The described technology carries a heavy bundle of promises, and there are significant concerns about its current state and ability to deliver upon the said promises. A major concern is respecting the careful balance struck by the legislator in the law between lawful and unlawful uses. Furthermore, there are doubts as to the efficiency of relying on private actors in order to enforce copyright, given how legal specialists already experience difficulties in deciding, for example, whether a copyright exception or limitation is applicable.
Without delving into the politically charged debate surrounding the adoption of the new copyright Directive, one element is striking. There is still a lot to be learned on the limits of technology for the future of creativity in the European Union.
Automation of copyright enforcement
Empirical research in the area of copyright algorithmic decision-making has mostly focused on notice and takedowns (see Karaganis, Urban and Schofield); and more recently, Kretschmer and Erickson). To contribute to this debate on the unavailability of content online, we decided to focus on automated anti-piracy systems such as Content ID or Audible Magic. Where a notice and takedown requires online hosts to act expeditiously upon notification of a copyright infringement, the automated anti-piracy systems involve the interplay of a complex algorithm crosschecking all uploaded materials against an established database of (arguably) copyright-protected works. Crucially, these algorithms are capable of detecting wholesale as well as partial copying even if the work copied is transformed. Upon the finding of a match, the system automatically sends a notification to the supposed right-holder and he can select a course of action including the blocking of the content or its monetisation. The course of action can even be determined prior to the finding of any matches so that the system can simply apply the decision automatically to the finding of any matches as determined by the right-holder (which itself can be automated).
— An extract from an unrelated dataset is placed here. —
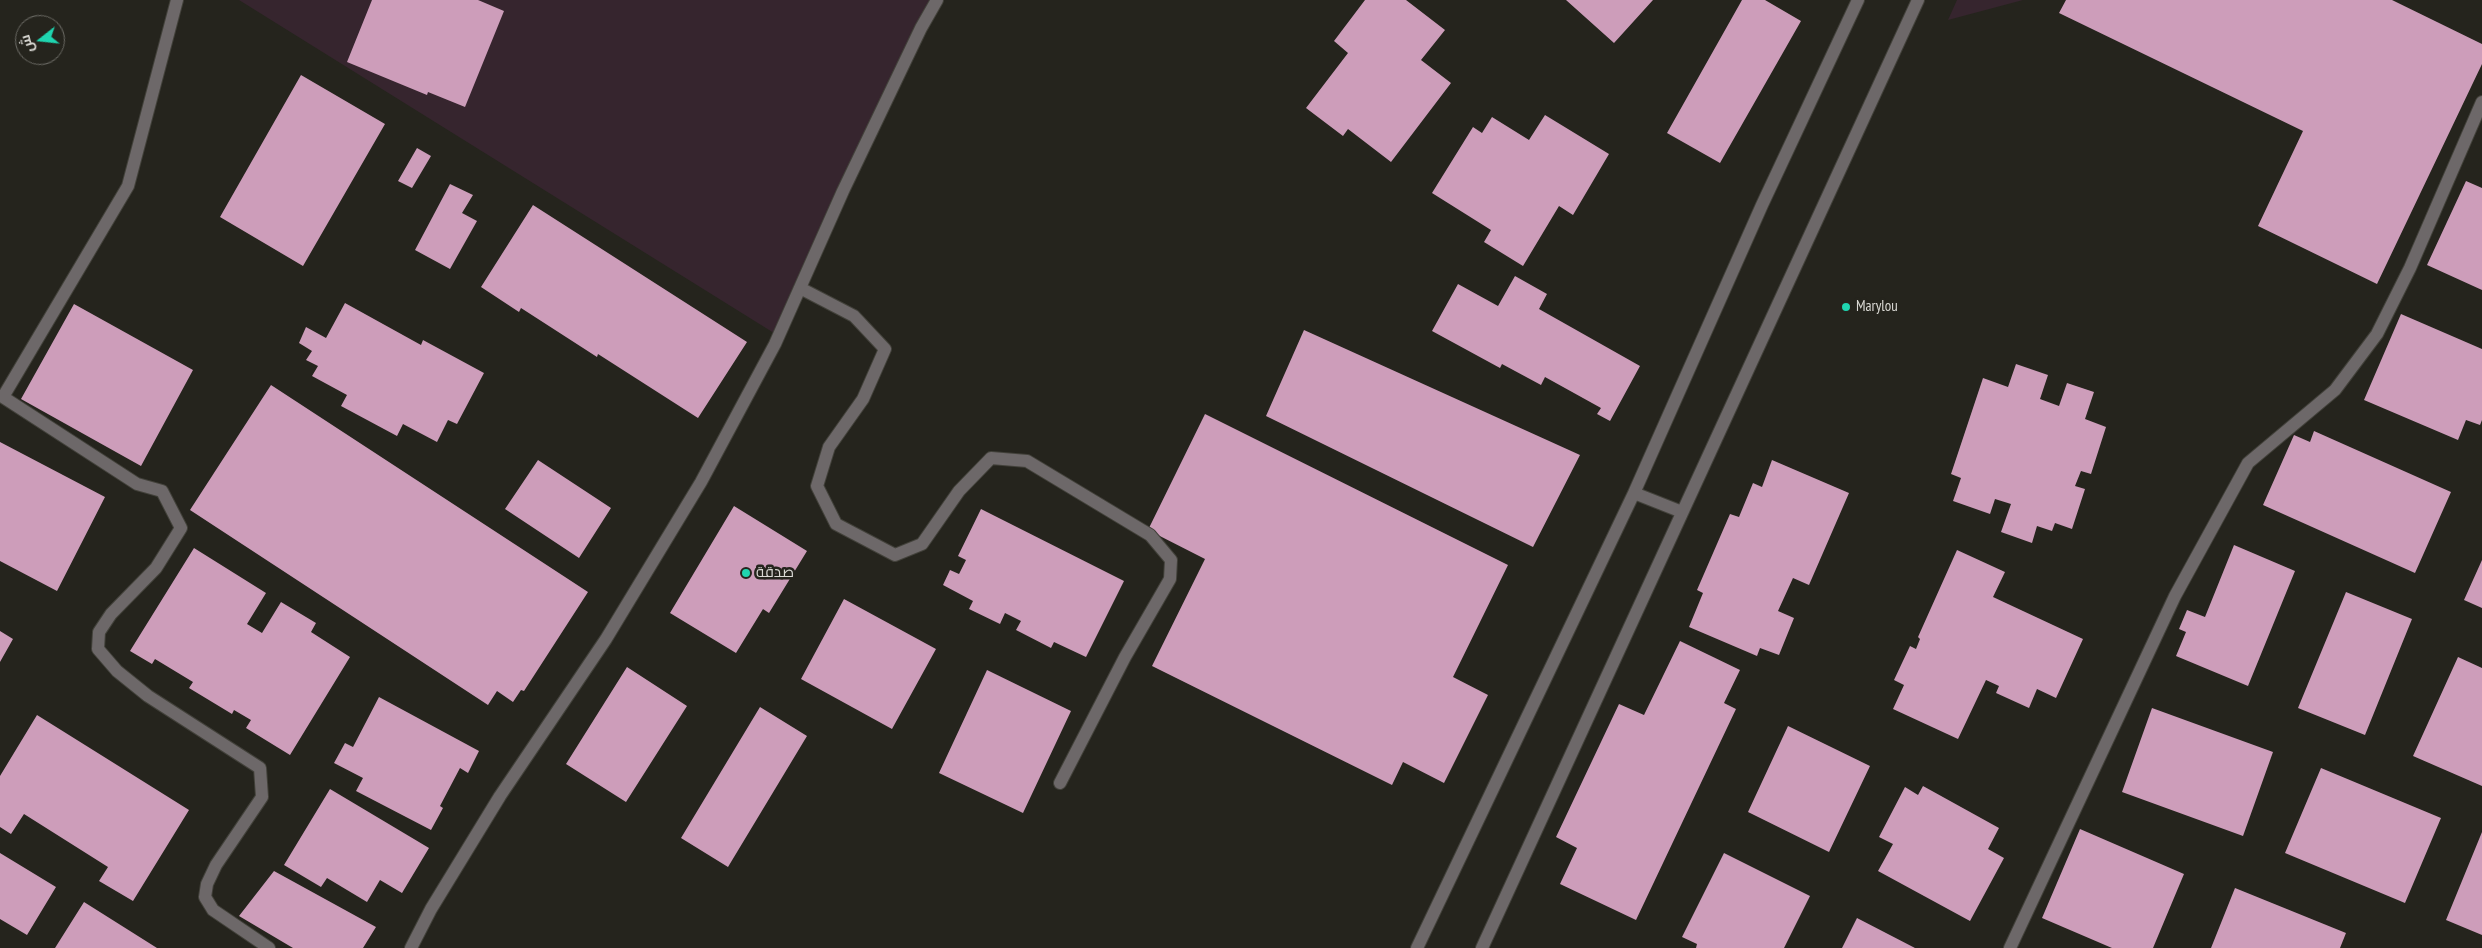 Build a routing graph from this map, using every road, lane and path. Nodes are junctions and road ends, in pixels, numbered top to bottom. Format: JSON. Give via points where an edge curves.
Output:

In a project focusing on YouTube’s Content ID, we looked into the impact of this algorithm on the diversity of musical expressions over a limited period of 4 years in order to design an analytical framework for measuring cultural diversity online. We designed a theoretical framework to evaluate digital cultural diversity from a multi-dimensional perspective, taking into consideration variety (classifying videos per type), balance (the pattern of quantity across the types) and disparity (how dissimilar categories are within a type).
Focusing on parodies
Parodies constitute a very particular type of artistic expression that does not require prior authorisation from the original right-holders in the EU countries that have introduced the parody exception, provided that the Deckmyn (C-201/13) requirements are met. Their very nature involves the reworking of earlier works for entertainment, comment, homage or even criticism. Given that parodies (including pastiche, satire and caricature) rely on the use of other works (including copyright-protected works) to exist, these constitute an efficient way to gauge how content is reused online, what types of cultural expression flourish from these reuses and how algorithms respond to online parodies. In fact, parodies can be seen as one of the most difficult content characteristics to be discerned by a machine, the prolonged struggle over the definition of this term being evidence of this.
Measuring cultural diversity online
We decided to revisit and add to the data originally collected by our colleagues Erickson, Kretschmer and Mendis in relation to user-generated musical parodies on YouTube in 2012 based on UK hit charts. Although this dataset was created for different research purposes, it provides the advantage that we were then able to follow this cohort of works over a period of 4 years (up to December 2016). By relying on the content’s location through the URL, we assessed the way content became unavailable on platforms to isolate the role of the algorithm as automated anti-piracy system, i.e. Content ID. The research team focused on evaluating the impact of content both supplied (that could be accessed on the platform) and consumed (what is actually being watched by viewers) on cultural diversity of user-generated musical work at three moments in time: in 2012 when the data was initially collected, a year later (2013) and at the end of the 4-year period (December 2016).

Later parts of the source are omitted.